## Exercise aim:
Below are some records; work out how many of their lines contain "lane" and give the number only.

START Data excerpts

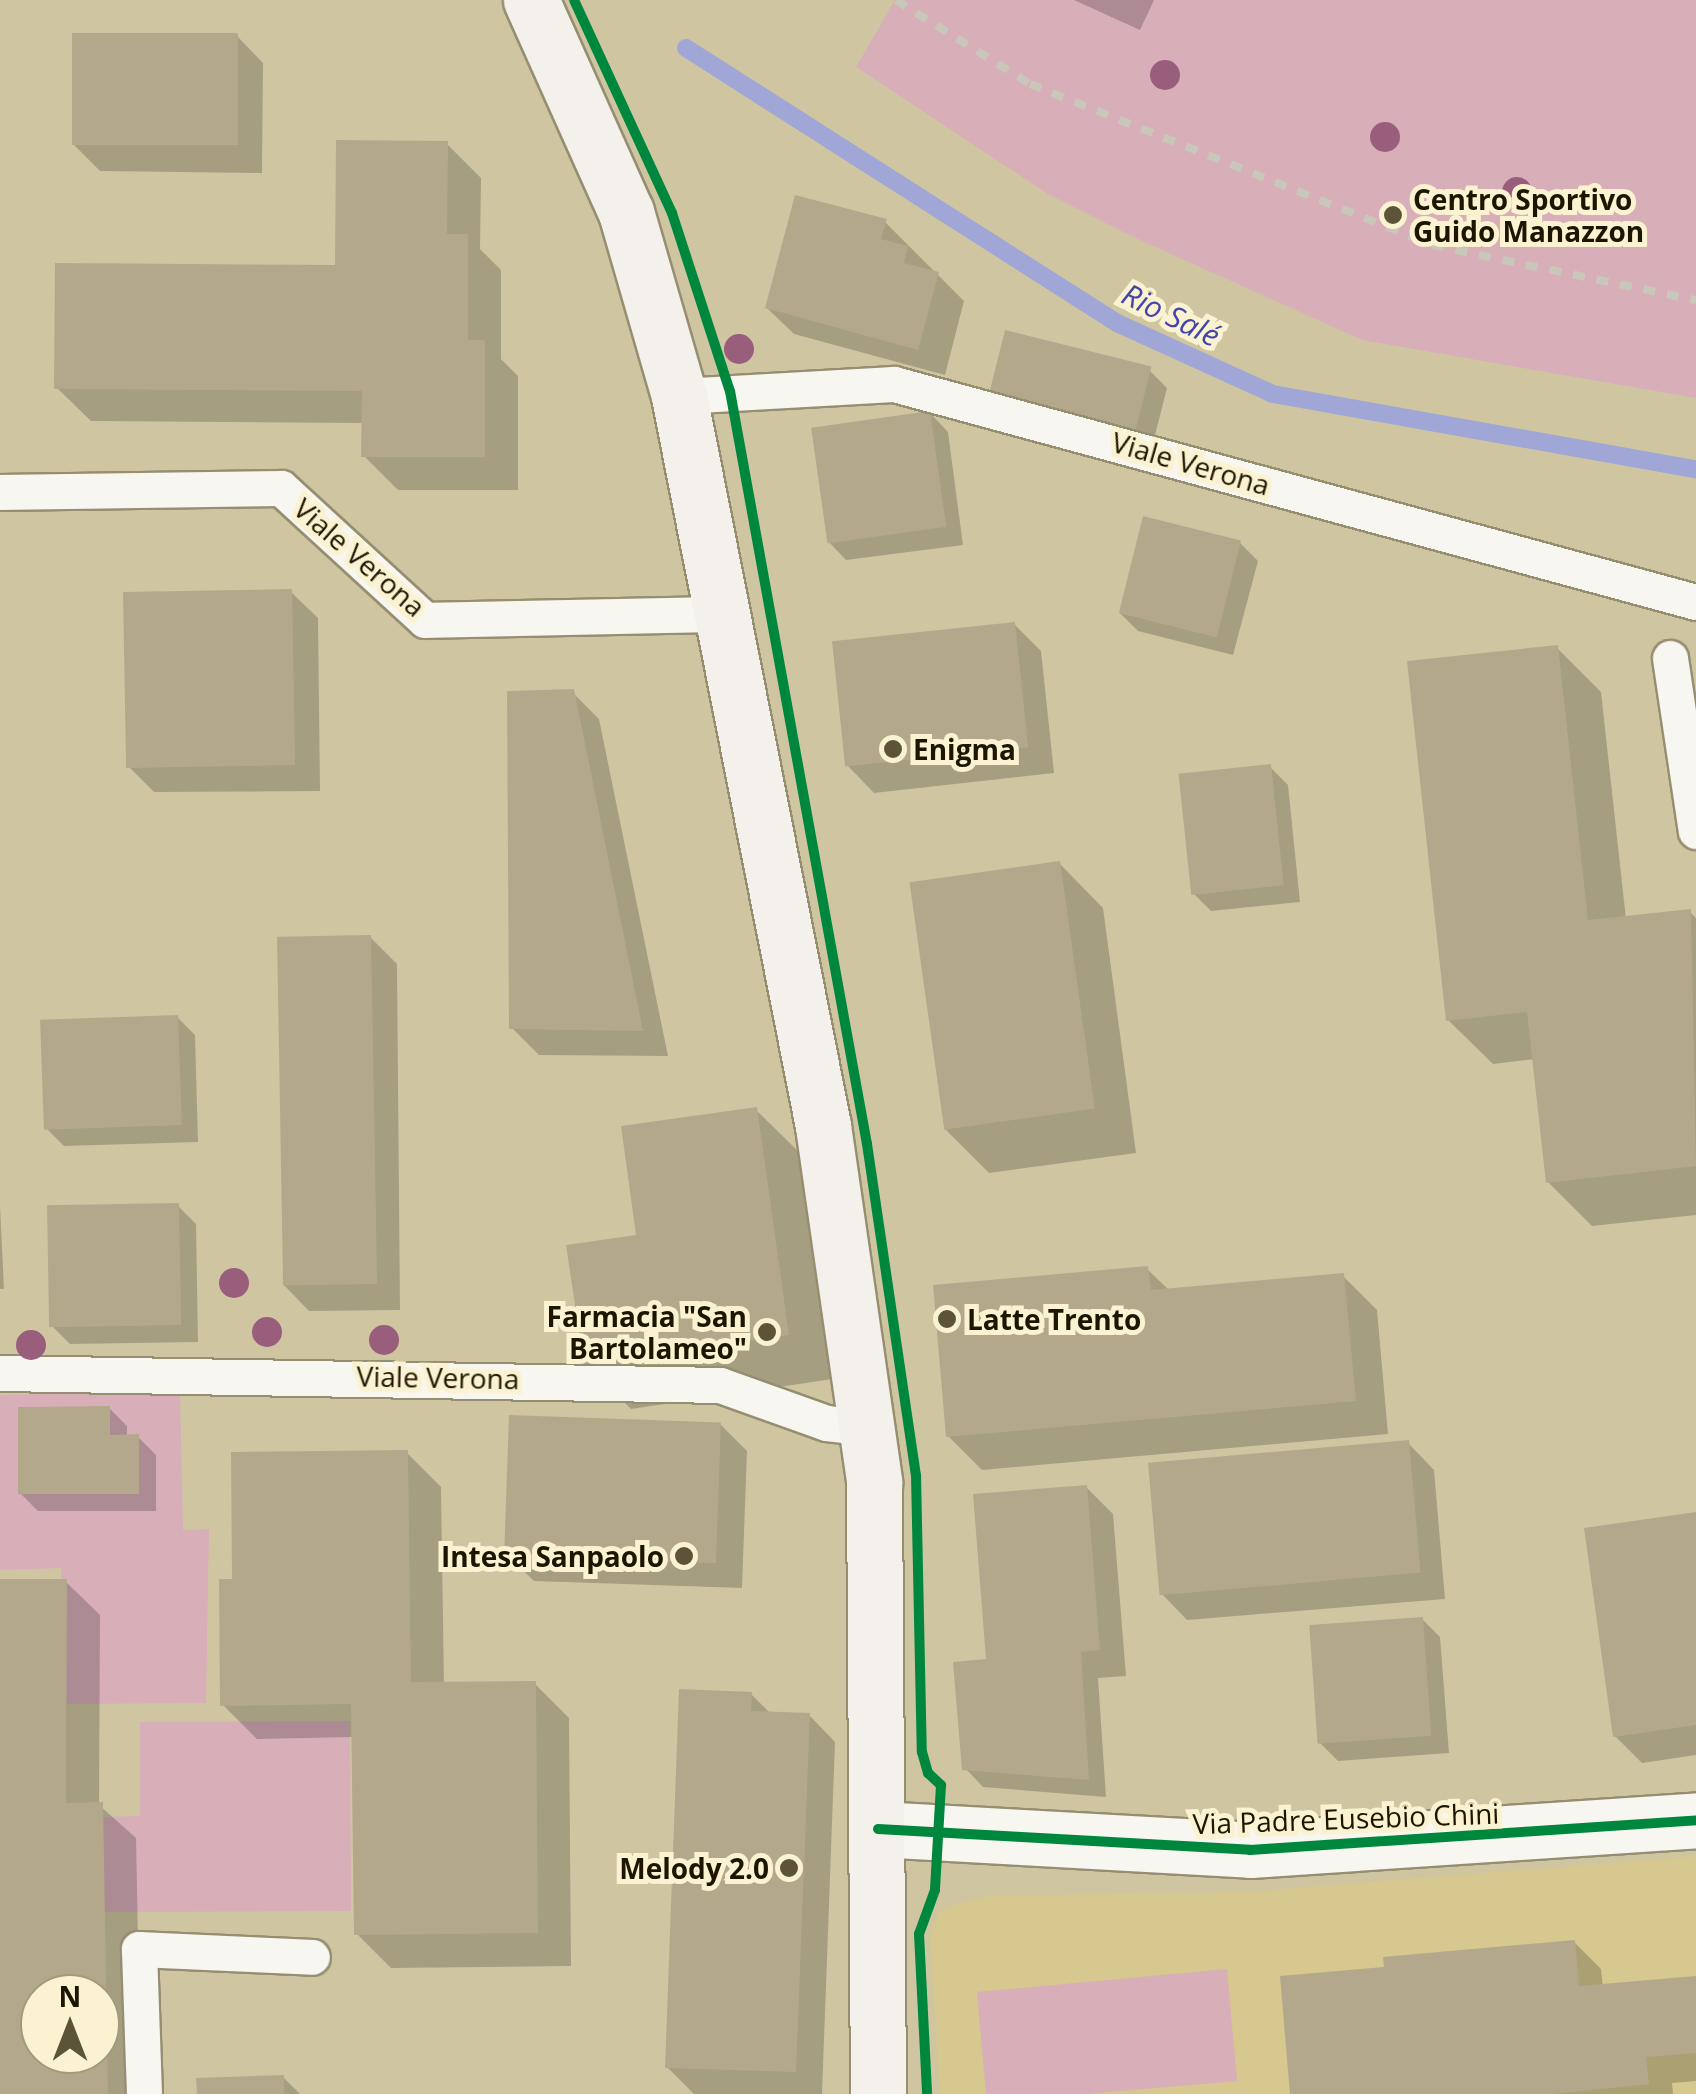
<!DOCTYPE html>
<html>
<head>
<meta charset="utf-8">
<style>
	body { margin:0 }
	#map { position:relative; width:1696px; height:2094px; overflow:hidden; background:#cfc6a1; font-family:"Open Sans",sans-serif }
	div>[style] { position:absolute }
	.built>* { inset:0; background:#d6c88e }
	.green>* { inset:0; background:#d8aeb9 }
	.shadow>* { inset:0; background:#0003 }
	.stream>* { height:18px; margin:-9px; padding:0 9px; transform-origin:9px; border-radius:9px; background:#a0a6d6 }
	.building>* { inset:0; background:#b4a88c; transform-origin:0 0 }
	.roads { filter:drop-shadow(2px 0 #958e71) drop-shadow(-2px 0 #958e71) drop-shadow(0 2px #958e71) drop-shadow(0 -2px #958e71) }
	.lane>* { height:35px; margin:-17.5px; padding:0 17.5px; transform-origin:17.5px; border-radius:17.5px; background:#f8f6f1 }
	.street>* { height:55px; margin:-27.5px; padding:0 27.5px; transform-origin:27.5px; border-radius:27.5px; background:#f8f6f1 }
	.secondary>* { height:55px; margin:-27.5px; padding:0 27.5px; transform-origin:27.5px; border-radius:27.5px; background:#f4f0eb }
	.rail>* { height:8px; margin-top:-4px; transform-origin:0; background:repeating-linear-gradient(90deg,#c9c6ba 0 12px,transparent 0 24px) }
	.cycleway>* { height:10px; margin:-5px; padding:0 5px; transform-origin:5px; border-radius:5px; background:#00873e }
	.trees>* { width:30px; height:30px; margin:-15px; border-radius:50%; background:#995e7c }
	.dots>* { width:28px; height:28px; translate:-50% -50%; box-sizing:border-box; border:5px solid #faf2d1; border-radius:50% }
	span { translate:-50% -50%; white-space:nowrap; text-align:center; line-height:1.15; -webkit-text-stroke:10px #faf2d1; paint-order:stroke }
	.poi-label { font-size:28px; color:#1c1600; font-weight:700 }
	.left { translate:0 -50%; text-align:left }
	.right { translate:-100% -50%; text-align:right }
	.street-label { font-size:28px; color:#1c1600 }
	.water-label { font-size:30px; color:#4246a8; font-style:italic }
	.north { position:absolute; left:20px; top:1974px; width:100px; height:100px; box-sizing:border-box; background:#faf2d1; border:2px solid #a19a7d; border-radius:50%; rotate:0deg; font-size:28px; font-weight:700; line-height:40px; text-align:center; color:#1c1600 }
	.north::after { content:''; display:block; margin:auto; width:35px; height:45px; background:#5b5438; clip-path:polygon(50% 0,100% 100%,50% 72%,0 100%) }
</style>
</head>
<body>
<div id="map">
	<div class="built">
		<div style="clip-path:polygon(1696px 1856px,1696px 2094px,940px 2094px,930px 1937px,939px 1913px,951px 1906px,989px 1896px,1245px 1892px)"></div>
	</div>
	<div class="green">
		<div style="clip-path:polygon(895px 0,1696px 0,1696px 398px,1362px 340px,1131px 236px,1048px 194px,856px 67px)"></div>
		<div style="clip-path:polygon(180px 1391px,183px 1530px,209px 1529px,206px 1703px,63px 1704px,61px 1568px,0 1570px,0 1395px)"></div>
		<div style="clip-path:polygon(350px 1721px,351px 1911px,102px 1912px,101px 1817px,140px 1816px,140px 1722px)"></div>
		<div style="clip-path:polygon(1227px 1969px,1237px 2081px,1087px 2094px,986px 2094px,977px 1992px)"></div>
	</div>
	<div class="shadow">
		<div style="clip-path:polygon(1074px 0,1154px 0,1140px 30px)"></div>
		<div style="clip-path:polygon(237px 36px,263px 63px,262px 173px,100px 171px,73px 144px)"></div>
		<div style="clip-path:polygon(447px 144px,481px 178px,480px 249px,501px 270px,501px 359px,518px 376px,518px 490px,398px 490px,364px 456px,364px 423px,91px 421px,57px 388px,338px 267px)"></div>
		<div style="clip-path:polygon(885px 222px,964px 301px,945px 375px,794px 334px,767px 308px)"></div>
		<div style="clip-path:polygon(1149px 370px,1167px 388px,1152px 447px,1009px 410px)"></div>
		<div style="clip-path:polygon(930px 413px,948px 432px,963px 545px,846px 560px,828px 541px)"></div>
		<div style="clip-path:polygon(1240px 543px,1258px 561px,1233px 655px,1138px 631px,1120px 613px)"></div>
		<div style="clip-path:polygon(291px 592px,318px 618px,320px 791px,154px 792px,127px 765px)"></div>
		<div style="clip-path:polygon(1014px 624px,1041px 651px,1054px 773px,874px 793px,848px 766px)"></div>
		<div style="clip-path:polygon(1557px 648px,1601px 692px,1626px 919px,1690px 912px,1696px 918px,1696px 1215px,1592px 1226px,1548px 1182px,1535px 1059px,1493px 1064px,1448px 1020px)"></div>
		<div style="clip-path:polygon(572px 692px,599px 719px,668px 1056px,539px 1055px,512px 1028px)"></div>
		<div style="clip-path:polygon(1270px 767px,1288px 785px,1300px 902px,1211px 911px,1193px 893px)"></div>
		<div style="clip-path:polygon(1059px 863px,1103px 908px,1136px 1153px,989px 1173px,944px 1128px)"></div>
		<div style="clip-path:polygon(370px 937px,397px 964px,400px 1310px,309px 1311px,283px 1284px)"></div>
		<div style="clip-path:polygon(177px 1017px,195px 1035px,198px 1142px,64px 1146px,46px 1128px)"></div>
		<div style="clip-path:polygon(756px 1110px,801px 1154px,833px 1379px,631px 1409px,586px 1364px,639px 1237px)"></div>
		<div style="clip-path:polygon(0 1206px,4px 1289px,0 1289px)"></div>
		<div style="clip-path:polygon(178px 1206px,196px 1224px,198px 1342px,70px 1344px,52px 1326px)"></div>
		<div style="clip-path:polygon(1147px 1269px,1170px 1291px,1343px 1276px,1377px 1310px,1388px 1434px,982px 1470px,948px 1436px)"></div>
		<div style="clip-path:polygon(109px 1408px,127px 1426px,127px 1437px,138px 1437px,156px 1455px,156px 1511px,38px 1511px,20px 1493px)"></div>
		<div style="clip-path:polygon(720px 1424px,747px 1451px,742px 1588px,534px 1581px,507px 1555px)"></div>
		<div style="clip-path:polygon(1408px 1443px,1434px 1470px,1445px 1599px,1187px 1620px,1161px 1593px)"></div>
		<div style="clip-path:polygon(407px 1453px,441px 1487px,444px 1685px,535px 1684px,569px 1718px,571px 1966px,391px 1968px,357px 1934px,354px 1737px,257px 1739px,223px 1705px,235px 1582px)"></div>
		<div style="clip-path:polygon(1086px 1487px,1113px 1514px,1126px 1676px,1098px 1678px,1106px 1797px,983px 1787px,965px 1768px,992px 1662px)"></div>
		<div style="clip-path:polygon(1696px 1515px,1696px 1755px,1642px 1763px,1615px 1736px)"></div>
		<div style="clip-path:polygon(evenodd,0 1582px,66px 1582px,100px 1615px,99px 1805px,136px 1838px,141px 2094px,0 2094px,0 1582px,40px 1994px,100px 1994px,100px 2054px,40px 2054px,40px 1994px)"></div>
		<div style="clip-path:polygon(1422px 1619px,1440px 1637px,1449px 1753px,1338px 1761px,1320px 1743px)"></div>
		<div style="clip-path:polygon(751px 1694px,771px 1714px,809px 1715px,835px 1742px,822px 2094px,694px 2094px,667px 2067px)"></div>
		<div style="clip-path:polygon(1574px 1942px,1601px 1969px,1603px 1987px,1696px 1978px,1696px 2081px,1672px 2083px,1673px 2094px,1293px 2094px,1387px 1969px)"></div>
		<div style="clip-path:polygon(283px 2077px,300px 2094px,199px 2094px)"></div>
	</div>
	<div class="stream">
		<div style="left:686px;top:48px;width:511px;rotate:32.54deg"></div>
		<div style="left:1117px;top:323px;width:171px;rotate:24.5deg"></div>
		<div style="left:1273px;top:394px;width:430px;rotate:10.1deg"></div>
	</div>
	<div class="building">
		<div style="left:72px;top:33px;width:166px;height:112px"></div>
		<div style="clip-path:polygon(336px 140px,448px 141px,447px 234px,468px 234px,468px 340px,485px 340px,485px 457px,361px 457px,362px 391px,54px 389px,55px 263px,335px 265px)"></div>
		<div style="clip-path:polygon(795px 195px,887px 219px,881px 239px,908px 246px,904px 263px,939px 272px,918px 350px,765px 308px)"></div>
		<div style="left:1005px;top:330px;width:151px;height:65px;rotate:14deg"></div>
		<div style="left:930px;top:411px;width:117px;height:120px;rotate:82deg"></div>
		<div style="left:1143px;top:516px;width:101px;height:100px;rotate:14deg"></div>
		<div style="left:292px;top:589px;width:176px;height:169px;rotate:89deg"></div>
		<div style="left:1015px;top:622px;width:126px;height:184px;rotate:84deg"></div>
		<div style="clip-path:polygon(1558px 645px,1588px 920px,1691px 909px,1696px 1166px,1546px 1183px,1527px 1012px,1446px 1021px,1407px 661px)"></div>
		<div style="clip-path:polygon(574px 689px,643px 1031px,509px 1029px,507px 691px)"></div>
		<div style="left:1271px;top:764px;width:122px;height:93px;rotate:84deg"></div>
		<div style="left:1060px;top:861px;width:250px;height:152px;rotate:82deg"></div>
		<div style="left:371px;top:935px;width:349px;height:94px;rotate:89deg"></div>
		<div style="left:178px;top:1015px;width:110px;height:138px;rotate:88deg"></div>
		<div style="clip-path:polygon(757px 1107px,789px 1335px,584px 1365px,566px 1245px,636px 1235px,621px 1126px)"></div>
		<div style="left:179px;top:1203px;width:122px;height:132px;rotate:89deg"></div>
		<div style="clip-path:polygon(1148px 1266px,1151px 1290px,1344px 1273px,1356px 1401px,946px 1437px,933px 1285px)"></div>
		<div style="clip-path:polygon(110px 1406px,110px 1435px,139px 1434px,139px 1494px,18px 1494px,18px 1407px)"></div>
		<div style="left:509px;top:1415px;width:212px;height:141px;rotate:2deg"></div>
		<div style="left:1409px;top:1440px;width:133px;height:262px;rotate:85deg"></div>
		<div style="clip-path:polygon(408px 1450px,411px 1682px,536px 1681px,538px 1933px,354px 1935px,351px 1704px,220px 1706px,219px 1579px,232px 1579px,231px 1452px)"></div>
		<div style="clip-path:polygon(1087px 1485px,1100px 1650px,1081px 1652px,1089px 1780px,962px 1770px,953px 1662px,986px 1659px,973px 1494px)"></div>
		<div style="clip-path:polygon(1696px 1512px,1696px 1725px,1613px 1737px,1584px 1528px)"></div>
		<div style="clip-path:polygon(evenodd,0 1579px,67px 1579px,66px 1803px,103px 1802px,108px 2094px,0 2094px,0 1579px,40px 1994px,100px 1994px,100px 2054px,40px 2054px,40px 1994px)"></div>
		<div style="left:1423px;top:1617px;width:119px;height:114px;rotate:86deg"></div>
		<div style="clip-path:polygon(679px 1689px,752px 1692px,751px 1711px,810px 1713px,796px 2072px,665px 2068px)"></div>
		<div style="clip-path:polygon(1575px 1940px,1579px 1986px,1696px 1976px,1696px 2053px,1646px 2057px,1649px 2084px,1554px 2094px,1290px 2094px,1280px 1976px,1384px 1967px,1383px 1957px)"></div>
		<div style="clip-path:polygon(284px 2075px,284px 2094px,197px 2094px,196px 2078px)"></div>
	</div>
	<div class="roads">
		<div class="lane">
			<div style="left:679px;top:396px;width:215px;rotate:-3.2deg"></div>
			<div style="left:894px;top:384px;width:831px;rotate:15.21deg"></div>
			<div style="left:0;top:492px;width:281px;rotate:-0.8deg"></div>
			<div style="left:281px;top:488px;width:195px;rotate:42.5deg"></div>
			<div style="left:425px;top:620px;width:298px;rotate:-1.2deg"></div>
			<div style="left:1670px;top:658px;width:175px;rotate:81.5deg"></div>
			<div style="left:0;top:1373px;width:720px;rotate:0.95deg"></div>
			<div style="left:720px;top:1385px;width:113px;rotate:19.7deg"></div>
			<div style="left:826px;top:1423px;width:43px;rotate:6.6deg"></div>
			<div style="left:144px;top:2094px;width:145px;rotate:-92deg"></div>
			<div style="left:139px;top:1949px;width:173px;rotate:2.6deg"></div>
		</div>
		<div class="street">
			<div style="left:878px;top:1829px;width:373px;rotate:3.2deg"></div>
			<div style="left:1250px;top:1850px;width:447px;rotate:-3.8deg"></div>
		</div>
		<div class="secondary">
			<div style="left:531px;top:0;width:232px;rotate:65.9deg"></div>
			<div style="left:626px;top:212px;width:191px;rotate:73.9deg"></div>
			<div style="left:679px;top:396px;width:744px;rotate:78.84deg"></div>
			<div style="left:823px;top:1126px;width:360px;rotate:81.8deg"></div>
			<div style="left:874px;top:1482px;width:612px;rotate:89.63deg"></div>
		</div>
	</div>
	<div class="rail">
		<div style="left:896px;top:0;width:158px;rotate:32.1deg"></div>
		<div style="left:1030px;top:84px;width:433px;rotate:21.8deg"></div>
		<div style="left:1432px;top:245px;width:270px;rotate:11.8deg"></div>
	</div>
	<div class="cycleway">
		<div style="left:574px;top:0;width:234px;rotate:65.3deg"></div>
		<div style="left:672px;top:213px;width:187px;rotate:72deg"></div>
		<div style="left:730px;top:391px;width:765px;rotate:79.69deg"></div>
		<div style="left:867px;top:1144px;width:335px;rotate:81.6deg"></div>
		<div style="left:916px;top:1475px;width:277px;rotate:88.8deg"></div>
		<div style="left:922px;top:1752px;width:22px;rotate:74deg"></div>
		<div style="left:928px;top:1773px;width:18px;rotate:43deg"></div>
		<div style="left:941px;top:1785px;width:105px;rotate:93.3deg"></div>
		<div style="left:935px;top:1890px;width:47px;rotate:110deg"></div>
		<div style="left:919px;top:1934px;width:160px;rotate:87.1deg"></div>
		<div style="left:878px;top:1829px;width:373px;rotate:3.2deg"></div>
		<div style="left:1250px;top:1850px;width:447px;rotate:-3.8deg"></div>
	</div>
	<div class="trees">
		<div style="left:1165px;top:75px"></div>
		<div style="left:1385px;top:137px"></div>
		<div style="left:1517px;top:192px"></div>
		<div style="left:739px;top:349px"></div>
		<div style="left:234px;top:1283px"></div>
		<div style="left:267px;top:1332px"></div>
		<div style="left:384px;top:1340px"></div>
		<div style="left:31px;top:1345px"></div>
	</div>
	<div class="dots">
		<div style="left:1393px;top:215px;background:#5b5438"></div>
		<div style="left:893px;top:749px;background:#5b5438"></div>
		<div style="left:947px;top:1319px;background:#5b5438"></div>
		<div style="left:767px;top:1332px;background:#5b5438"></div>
		<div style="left:684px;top:1556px;background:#5b5438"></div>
		<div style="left:789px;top:1868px;background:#5b5438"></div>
	</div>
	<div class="poi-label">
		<span class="left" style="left:1413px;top:215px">Centro Sportivo<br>Guido Manazzon</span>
		<span class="left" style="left:913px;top:749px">Enigma</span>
		<span class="right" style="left:747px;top:1332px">Farmacia "San<br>Bartolameo"</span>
		<span class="left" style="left:967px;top:1319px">Latte Trento</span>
		<span class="right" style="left:664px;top:1556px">Intesa Sanpaolo</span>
		<span class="right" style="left:769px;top:1868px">Melody 2.0</span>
	</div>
	<div class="street-label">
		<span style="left:1191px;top:463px;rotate:16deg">Viale Verona</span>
		<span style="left:360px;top:557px;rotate:41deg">Viale Verona</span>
		<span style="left:438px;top:1377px;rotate:1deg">Viale Verona</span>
		<span style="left:1346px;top:1818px;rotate:-2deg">Via Padre Eusebio Chini</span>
	</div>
	<div class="water-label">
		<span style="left:1171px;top:315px;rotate:26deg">Rio Salé</span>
	</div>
	<div class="north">N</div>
</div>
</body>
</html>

END Data excerpts

## Solution below:
2